Freeing the ghost – Koan 100
No. 100. Freeing the ghost
In the first year of Einin (1293) Hirotada was taking as a koan the four phrases of the Diamond sutra:
If as a form he would see me,
Or by sound or word would seek me,
This one on the wrong path
Cannot see the Buddha.
He could not penetrate into it. He was sitting in meditation in the cave called Snowgate, which is one of the three near the Tosotsuryo, the tomb of the founder of Kenchoji. While he was unaware of anything in his samadhi, the ground opened and the timbers and stones of the building collapsed into the fissure, burying him. That night the apparition of Hirotada was seen before the hall of the founder, repeating Cannot see the Buddha, cannot see the Buddha without ceasing- The monk Mori Sokei, who had the position of jishinban, confronted the ghost and shouted one question, at which it suddenly vanished and never showed itself again.
(Imai’s note: In 1293 there was a great earthquake at Kamakura, during which the ground opened, bringing down buildings and killing many people. This was the occasion for the first of the great fires at Kenchoji.)
(1) Why did the head monk have to ask the question? Say!
What is the connection between the question and Cannot see the Buddha? Say!
What did Hirotada’s ghost realize that cleared the illusion and opened up realization? Say!
If you yourself come face to face with a ghost, what will you say to free it?
Variation No. 100. Freeing the ghost
In the seventh year of the dan era (1374), Yorihisa went into a meditation retreat in the Enmei pavilion on Deer Mountain, outside the mountain gate of Enkakuji. His meditation was on the phrases of the Kegon sutra:
If one would know all the Buddhas of the three worlds,
Let him see the nature of the dharma, that all is the creation of mind alone
but he had not come to know the Buddhas of the three worlds. While he was sunk in meditation, it happened that the place caught fire, but he was not aware when the roof caught alight, and perished in the flames. That night the ghost of Yorihisa appeared in front of the temple gate intoning again and again All the Buddhas of the three worlds, all the Buddhas of the three worlds. The monk in charge of the temple gate reported this to the monks’ hall, and Karashigawa Soryu, who held the office of tanto, went to meet the ghost. He gave a great shout ‘Namu Yorihisa Butsu!’ (Reverence to Buddha Yorihisa!) and the apparition vanished abruptly and never appeared again.
Where are all the Buddhas of the three worlds? Say!
What is the nature of the dharma-world like? Say!

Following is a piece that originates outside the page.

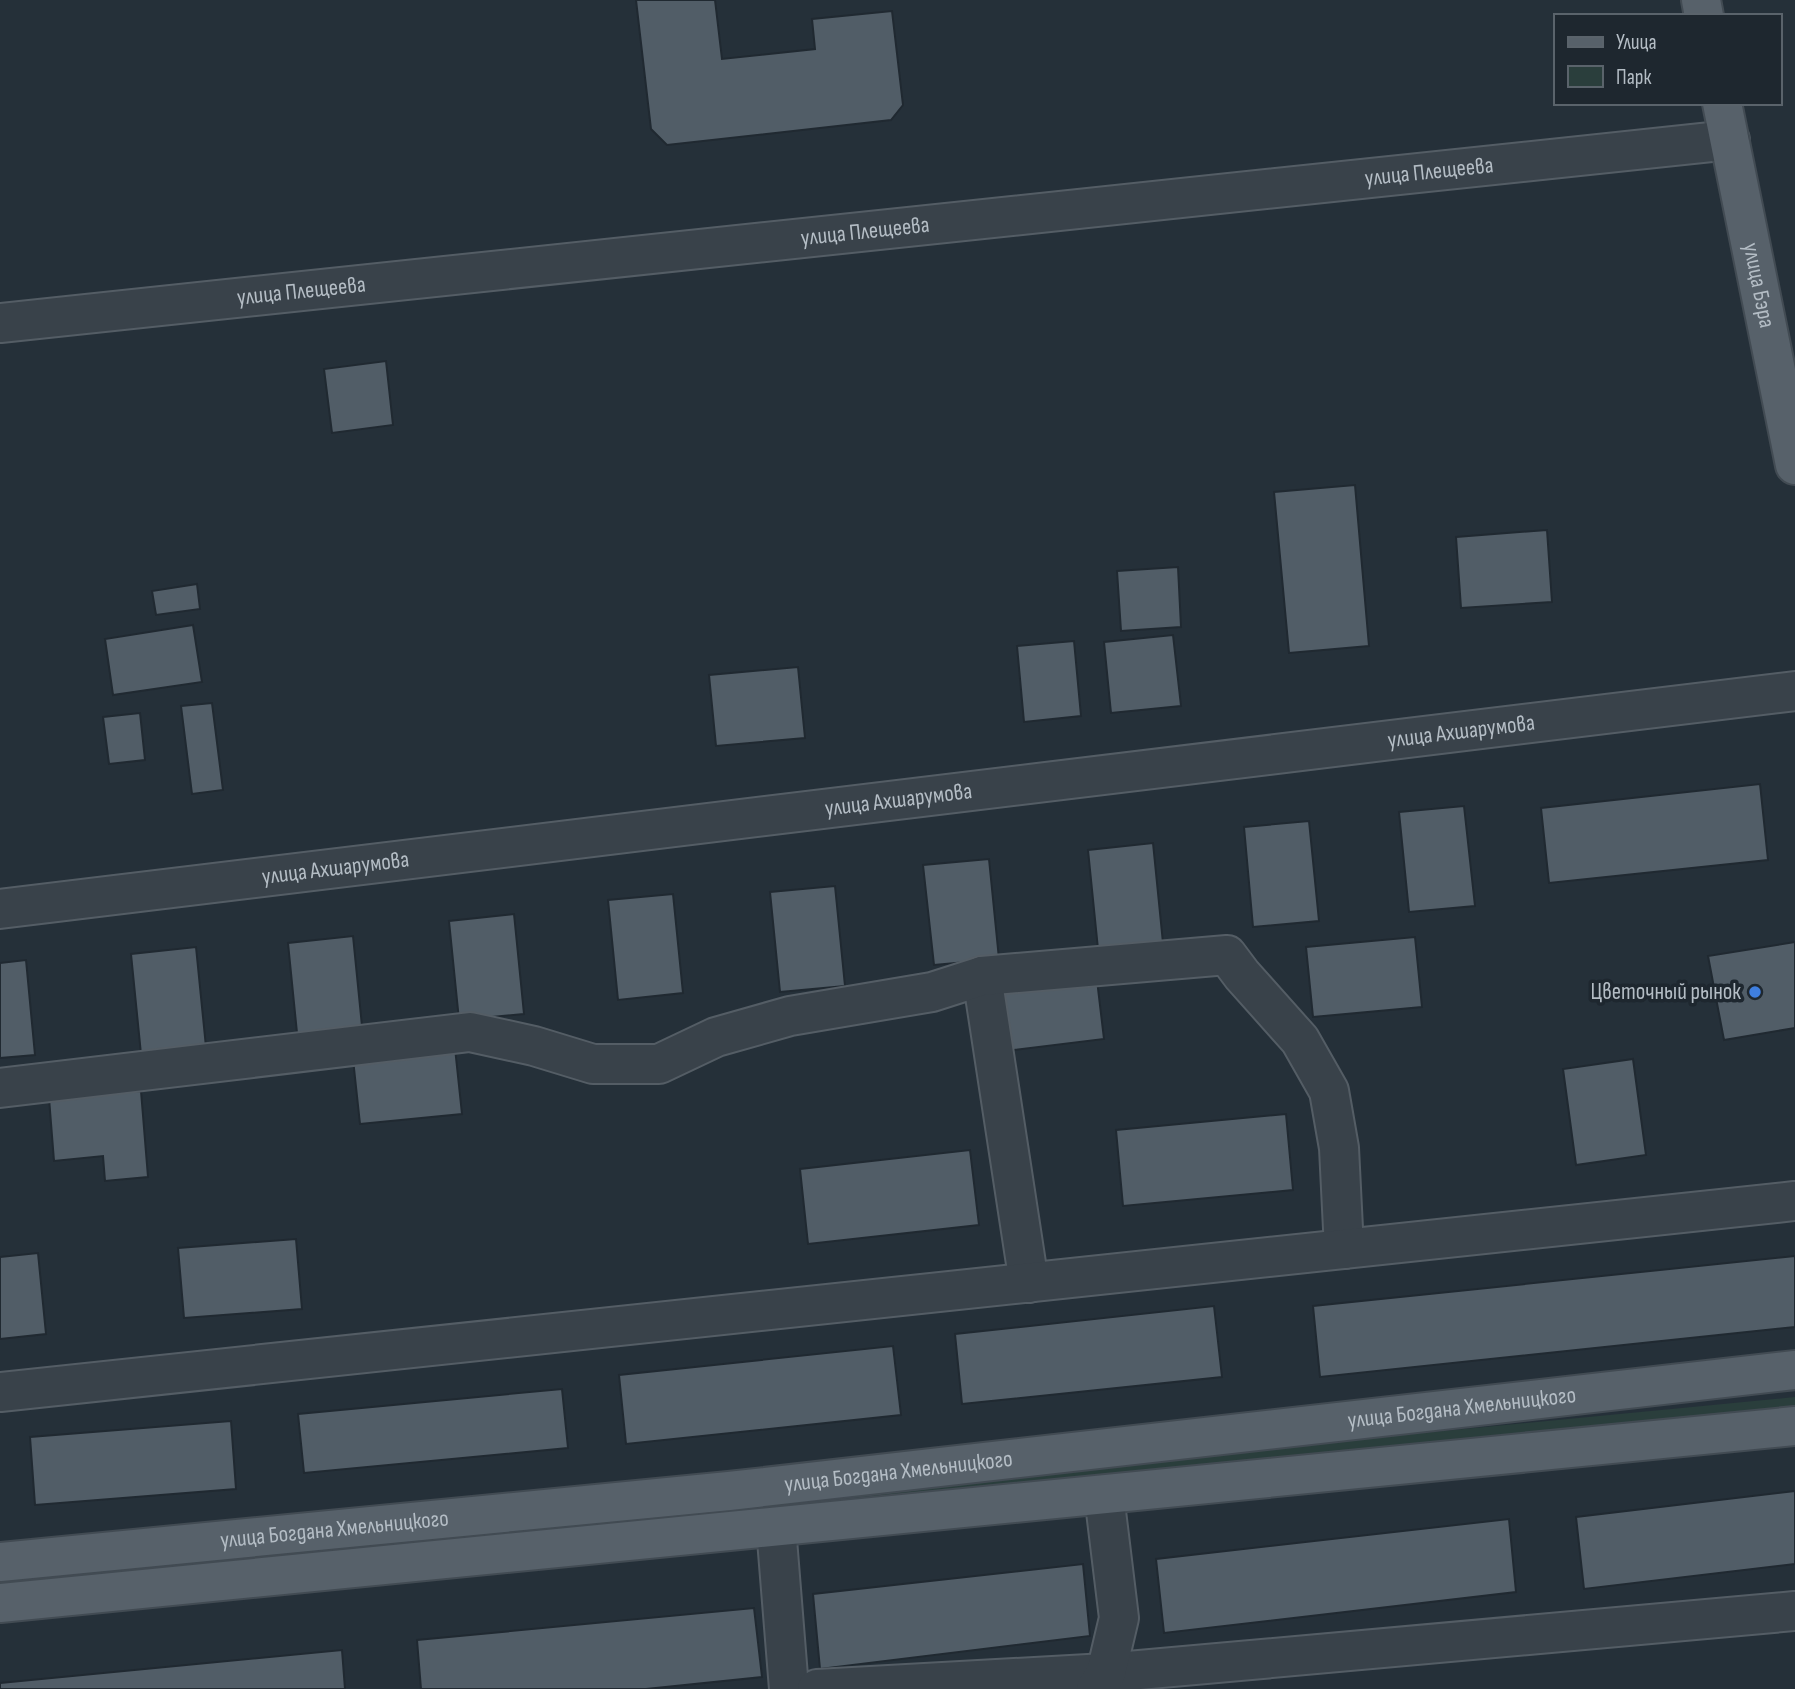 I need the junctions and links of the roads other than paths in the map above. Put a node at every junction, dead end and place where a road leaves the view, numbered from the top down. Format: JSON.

Bring the proof of ‘mind-alone’.
What is this about dharma-world nature being the creation of mind alone?
The question which the monk at Kenchoji shouted with a Katzu! and the ‘reverence to Buddha Yorihisa’ of the Enkakuji head monk — are these ultimately the same thing or not? Explain!
Right now in front of you is the ghost of Minamoto Yoshitsune. Set him free quickly, and show me the proof.
These incidents began to be set as koans in the interviews of
Daiin, the 158th teacher at Kenchoji.